Man Shoveling Snow on a Unicycle Dressed as Darth Vader, while Playing Flaming Bagpipes

 
Someone once wrote that originality
and insight are like twin lamps

fastened above the gate to a walled
and fabled city where the lucky ones

live; while most of us will labor in the mud 
and muck of daily life, trying to get closer 

to the wedge of lemony radiance they shed, 
open-mouthed at such brightness that holds

fast through darkest winter and outshines
any lunar or solar glow. What are the odds

we'll get there, if the roads are either
lashed by flood, overgrown with brambles,

barricaded with wire or crusted over 
with ice? The going is painful and slow; 

any speed gained is downhill and breakneck—
a word dating back to the 1870s, when men

trying those novelty penny-farthing 
bicycles lost their balance, flew 

through the air and landed face down 
on the cobblestones.

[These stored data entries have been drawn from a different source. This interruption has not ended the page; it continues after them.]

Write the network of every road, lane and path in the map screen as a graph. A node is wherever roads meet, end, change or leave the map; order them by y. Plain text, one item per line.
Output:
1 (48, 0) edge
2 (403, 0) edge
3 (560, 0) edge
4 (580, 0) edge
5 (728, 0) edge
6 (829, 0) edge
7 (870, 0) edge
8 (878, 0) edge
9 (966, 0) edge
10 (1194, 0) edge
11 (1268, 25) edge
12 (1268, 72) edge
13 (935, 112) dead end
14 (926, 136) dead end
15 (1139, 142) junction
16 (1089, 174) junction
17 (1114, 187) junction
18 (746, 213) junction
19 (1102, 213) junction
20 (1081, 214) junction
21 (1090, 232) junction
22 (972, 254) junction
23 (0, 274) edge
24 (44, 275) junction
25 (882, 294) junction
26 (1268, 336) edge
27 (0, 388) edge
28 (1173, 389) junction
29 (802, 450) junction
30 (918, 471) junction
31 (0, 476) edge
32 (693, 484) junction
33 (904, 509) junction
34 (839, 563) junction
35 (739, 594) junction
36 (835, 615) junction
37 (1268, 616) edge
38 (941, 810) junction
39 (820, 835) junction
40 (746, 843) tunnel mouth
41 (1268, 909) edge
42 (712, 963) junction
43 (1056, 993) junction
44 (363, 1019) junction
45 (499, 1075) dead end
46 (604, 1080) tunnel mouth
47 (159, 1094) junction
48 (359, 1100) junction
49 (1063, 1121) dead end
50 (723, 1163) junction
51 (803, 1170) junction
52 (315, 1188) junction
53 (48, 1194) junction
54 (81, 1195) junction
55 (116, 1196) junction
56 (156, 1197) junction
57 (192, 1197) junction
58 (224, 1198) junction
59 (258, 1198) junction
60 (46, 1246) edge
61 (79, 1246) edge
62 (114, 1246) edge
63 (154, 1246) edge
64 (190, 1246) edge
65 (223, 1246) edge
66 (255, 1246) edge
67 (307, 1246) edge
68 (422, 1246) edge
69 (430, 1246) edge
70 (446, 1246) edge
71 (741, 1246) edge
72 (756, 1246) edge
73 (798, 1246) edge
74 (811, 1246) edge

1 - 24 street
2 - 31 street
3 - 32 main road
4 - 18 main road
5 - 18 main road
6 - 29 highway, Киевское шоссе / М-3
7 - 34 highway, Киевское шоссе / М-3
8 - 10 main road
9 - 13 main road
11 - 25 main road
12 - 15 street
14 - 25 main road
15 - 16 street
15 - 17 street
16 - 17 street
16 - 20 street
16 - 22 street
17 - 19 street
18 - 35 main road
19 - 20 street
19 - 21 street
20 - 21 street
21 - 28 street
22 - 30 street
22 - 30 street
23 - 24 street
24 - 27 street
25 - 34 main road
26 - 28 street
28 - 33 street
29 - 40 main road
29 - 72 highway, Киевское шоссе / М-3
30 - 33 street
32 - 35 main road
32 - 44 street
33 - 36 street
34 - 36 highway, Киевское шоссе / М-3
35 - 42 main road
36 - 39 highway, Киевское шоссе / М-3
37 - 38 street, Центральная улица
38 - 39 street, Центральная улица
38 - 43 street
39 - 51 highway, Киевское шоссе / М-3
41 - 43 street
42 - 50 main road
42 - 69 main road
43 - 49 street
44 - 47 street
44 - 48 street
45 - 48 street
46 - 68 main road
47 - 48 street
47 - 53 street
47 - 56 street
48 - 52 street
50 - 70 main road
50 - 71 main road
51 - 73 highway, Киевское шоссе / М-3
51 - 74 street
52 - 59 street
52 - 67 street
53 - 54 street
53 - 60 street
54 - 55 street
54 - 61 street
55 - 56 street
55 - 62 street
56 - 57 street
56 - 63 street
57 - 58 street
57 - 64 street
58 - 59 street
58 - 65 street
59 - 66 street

What are the odds

anyone teetering on a single giant 
wheel could look dignified, wielding 

an instrument designed to dig or move
dirt or coal, sand or snow, clad in

last year's Halloween costume? Bleat  
a tune through torches, carry on 

as if this were the most natural thing 
in the world. Laugh or cry or point out

absurdity and spectacle—but remember,  
the only difference between the comic 

and tragic is which side of the gallery
erupts in cheers, and which with ridicule.